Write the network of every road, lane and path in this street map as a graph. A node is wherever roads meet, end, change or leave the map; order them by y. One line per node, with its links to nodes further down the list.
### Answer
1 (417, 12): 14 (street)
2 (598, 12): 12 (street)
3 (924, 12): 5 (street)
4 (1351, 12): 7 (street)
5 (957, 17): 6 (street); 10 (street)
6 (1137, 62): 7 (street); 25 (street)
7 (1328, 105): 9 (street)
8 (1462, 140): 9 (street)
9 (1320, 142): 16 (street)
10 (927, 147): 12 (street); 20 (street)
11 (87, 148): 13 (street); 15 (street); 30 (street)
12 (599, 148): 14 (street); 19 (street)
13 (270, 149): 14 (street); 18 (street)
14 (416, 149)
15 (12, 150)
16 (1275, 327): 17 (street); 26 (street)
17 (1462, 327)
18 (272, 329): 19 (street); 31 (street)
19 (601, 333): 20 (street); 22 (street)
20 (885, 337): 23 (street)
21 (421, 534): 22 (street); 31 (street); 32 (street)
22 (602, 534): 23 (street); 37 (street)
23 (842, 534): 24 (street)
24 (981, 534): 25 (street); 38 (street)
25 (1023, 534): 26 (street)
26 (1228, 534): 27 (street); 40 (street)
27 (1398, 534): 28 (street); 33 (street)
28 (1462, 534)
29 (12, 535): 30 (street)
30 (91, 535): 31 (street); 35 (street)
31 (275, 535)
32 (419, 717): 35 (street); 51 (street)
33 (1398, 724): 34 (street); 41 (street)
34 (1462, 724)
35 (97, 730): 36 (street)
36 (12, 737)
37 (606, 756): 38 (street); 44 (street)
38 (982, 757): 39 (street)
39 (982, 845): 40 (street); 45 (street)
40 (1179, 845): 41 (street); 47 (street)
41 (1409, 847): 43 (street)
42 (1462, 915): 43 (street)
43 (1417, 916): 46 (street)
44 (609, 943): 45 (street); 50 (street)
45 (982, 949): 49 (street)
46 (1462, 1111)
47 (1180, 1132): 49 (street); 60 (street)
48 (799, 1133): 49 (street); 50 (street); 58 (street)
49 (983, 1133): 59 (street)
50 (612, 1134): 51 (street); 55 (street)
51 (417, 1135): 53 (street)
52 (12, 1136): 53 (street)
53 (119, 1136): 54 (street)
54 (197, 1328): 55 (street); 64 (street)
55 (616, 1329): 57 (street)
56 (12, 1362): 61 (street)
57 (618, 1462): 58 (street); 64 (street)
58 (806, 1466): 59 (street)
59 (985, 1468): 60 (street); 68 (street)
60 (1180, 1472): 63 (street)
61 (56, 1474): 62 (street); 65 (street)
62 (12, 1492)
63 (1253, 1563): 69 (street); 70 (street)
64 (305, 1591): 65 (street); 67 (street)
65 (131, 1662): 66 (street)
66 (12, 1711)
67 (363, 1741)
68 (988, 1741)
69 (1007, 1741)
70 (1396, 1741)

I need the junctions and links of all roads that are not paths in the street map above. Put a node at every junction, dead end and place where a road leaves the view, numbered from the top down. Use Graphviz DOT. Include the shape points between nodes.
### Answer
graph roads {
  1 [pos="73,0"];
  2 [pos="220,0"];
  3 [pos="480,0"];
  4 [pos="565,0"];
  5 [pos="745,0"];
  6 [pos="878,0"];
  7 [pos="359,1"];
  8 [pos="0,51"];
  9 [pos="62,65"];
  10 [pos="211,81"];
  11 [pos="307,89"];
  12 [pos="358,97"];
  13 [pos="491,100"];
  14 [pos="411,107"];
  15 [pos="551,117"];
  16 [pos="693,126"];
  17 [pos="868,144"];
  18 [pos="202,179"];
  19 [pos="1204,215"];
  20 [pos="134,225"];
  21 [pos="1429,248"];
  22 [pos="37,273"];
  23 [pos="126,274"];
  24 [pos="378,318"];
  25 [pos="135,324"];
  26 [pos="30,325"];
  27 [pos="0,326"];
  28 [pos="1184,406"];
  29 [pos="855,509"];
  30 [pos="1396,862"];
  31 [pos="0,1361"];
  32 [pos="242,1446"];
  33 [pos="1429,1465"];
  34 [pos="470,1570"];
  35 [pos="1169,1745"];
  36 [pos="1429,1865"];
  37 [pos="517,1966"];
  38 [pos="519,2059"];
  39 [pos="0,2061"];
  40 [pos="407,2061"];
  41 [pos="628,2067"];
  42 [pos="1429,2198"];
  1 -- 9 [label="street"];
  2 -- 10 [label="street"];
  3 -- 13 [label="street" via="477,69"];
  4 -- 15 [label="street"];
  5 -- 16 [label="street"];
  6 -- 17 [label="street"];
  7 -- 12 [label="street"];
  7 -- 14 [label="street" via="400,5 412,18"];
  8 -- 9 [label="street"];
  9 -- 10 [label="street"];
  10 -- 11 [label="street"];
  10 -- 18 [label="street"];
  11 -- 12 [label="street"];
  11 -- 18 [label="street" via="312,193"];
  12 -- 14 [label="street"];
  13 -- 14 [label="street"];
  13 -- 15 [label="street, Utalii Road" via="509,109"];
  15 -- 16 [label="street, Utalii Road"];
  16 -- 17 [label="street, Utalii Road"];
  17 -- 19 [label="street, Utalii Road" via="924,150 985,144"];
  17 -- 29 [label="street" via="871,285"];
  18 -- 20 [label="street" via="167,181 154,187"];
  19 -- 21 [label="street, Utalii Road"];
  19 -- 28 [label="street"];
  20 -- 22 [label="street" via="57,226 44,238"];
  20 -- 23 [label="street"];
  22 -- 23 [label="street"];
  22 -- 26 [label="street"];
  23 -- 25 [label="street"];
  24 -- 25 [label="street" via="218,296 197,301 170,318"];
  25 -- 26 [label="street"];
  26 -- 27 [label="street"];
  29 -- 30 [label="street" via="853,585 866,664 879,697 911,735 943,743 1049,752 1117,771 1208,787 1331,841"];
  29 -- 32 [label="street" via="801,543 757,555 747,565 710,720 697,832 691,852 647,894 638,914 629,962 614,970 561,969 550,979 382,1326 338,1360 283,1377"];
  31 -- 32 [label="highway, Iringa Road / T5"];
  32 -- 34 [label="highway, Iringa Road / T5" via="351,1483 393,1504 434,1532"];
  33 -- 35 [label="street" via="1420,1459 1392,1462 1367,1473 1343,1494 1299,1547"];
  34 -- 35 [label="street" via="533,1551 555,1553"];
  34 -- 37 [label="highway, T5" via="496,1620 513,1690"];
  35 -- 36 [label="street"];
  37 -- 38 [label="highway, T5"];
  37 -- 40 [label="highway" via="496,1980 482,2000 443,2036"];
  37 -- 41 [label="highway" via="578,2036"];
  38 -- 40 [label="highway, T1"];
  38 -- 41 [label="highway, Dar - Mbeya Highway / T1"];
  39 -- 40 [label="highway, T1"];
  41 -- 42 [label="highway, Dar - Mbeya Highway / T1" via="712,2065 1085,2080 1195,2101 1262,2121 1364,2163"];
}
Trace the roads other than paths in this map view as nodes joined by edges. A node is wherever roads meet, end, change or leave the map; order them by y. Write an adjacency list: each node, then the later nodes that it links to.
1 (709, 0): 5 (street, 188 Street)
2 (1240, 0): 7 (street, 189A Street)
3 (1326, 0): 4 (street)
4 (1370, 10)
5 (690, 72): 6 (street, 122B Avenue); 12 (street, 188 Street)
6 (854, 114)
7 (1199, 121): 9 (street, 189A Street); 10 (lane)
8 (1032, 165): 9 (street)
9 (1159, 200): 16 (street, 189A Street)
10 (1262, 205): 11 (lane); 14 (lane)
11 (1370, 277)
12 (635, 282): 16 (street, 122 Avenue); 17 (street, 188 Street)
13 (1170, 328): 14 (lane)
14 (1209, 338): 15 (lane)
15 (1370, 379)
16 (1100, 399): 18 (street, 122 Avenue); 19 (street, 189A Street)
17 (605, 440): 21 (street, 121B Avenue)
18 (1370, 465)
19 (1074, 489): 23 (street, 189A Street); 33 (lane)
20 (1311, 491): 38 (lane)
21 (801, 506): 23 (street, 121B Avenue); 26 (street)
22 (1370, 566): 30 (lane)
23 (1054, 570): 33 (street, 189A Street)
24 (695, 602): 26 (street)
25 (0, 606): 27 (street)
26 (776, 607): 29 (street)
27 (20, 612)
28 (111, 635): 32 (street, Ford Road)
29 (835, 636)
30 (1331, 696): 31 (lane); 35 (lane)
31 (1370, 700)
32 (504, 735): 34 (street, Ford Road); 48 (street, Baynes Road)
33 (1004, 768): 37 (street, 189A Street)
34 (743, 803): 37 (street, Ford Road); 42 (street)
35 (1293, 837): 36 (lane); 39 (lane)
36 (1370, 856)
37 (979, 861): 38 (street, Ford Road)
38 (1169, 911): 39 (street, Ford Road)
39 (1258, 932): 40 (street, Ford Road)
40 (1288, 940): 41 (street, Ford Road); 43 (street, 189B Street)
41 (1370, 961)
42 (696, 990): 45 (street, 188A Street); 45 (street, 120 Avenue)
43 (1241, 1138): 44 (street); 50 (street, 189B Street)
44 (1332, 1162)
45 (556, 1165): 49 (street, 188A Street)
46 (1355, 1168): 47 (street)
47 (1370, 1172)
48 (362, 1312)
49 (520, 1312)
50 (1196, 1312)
+--
EXERCISE AIM: From the listing above, collect every line that mentions the word "Avenue".

OUTPUT OF THE TASK:
5 (690, 72): 6 (street, 122B Avenue); 12 (street, 188 Street)
12 (635, 282): 16 (street, 122 Avenue); 17 (street, 188 Street)
16 (1100, 399): 18 (street, 122 Avenue); 19 (street, 189A Street)
17 (605, 440): 21 (street, 121B Avenue)
21 (801, 506): 23 (street, 121B Avenue); 26 (street)
42 (696, 990): 45 (street, 188A Street); 45 (street, 120 Avenue)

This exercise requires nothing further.